The romance between Kormak and Steingerd is cursed soon after they meet by a sorceress. Even though betrothed, Kormak fails to attend the wedding with Steingerd. This sets off a series of events that leads to her marriage to first one and then another merchants. Kormak cannot forget Steingerd - their paths cross through the years – and he composes a number of love poems about her. Interwoven in this romance is the story of Kormak’s travels in the Nordic world.

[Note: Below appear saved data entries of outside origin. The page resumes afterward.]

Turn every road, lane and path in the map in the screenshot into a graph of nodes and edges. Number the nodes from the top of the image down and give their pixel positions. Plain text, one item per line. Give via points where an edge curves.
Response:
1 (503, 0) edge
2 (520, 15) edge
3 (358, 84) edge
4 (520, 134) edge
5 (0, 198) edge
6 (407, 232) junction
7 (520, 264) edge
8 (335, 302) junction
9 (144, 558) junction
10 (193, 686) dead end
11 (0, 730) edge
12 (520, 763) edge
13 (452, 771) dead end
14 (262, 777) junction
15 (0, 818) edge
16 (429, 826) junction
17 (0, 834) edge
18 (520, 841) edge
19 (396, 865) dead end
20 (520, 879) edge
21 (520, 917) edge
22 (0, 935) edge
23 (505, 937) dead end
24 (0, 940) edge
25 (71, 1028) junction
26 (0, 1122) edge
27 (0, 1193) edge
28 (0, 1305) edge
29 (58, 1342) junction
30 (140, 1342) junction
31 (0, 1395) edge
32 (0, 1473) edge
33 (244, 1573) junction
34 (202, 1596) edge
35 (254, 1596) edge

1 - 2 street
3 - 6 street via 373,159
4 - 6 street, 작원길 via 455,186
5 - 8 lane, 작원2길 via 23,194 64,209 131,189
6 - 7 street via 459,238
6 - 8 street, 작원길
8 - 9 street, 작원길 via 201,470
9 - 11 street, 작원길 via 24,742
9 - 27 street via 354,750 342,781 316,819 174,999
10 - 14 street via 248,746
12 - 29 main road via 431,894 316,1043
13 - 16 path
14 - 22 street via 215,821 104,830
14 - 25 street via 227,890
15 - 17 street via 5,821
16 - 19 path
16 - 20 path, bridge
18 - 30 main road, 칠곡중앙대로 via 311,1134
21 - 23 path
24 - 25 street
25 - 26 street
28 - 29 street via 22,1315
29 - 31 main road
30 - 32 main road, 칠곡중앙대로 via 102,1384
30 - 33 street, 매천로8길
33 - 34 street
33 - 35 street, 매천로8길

Bitterness dogs the relationship – Steingerd never forgives Kormak for failing to marry her. Even though he undertakes heroic tasks for her, her love does not return. Even late in the saga when he (and Thorgils) rescue her from kidnappers, she rejects him saying that she would not exchange one knife for another. Finally, survived by Thogils (Skardi), Kormak dies in bed (and so becomes ineligible for Odin’s hall) after a battle with a Scot giant, failed by his sword Skrymir.

The fortification at Scarborough (located midway the East coast of England) on North Sea coast of North Yorkshire was subsequently destroyed and rebuilt in the succeeding centuries – but the brother’s choice of location seems vindicated by the re-establishment of a castle on the headland and the grant of charters in 1155 and 1163, permitting a market on the sands. By royal charter in 1253 the fair was allowed to run for a six-week trading period attracting merchants from all parts of the medieval world. It ran from 15 August, until 29th September ("The Burgesses and their heirs forever may have a yearly fayre in the Borough, to continue from the Feast of the Assumption of the Blessed Virgin Mary until the Feast of St Michael next following"). The fair continued for 500 years.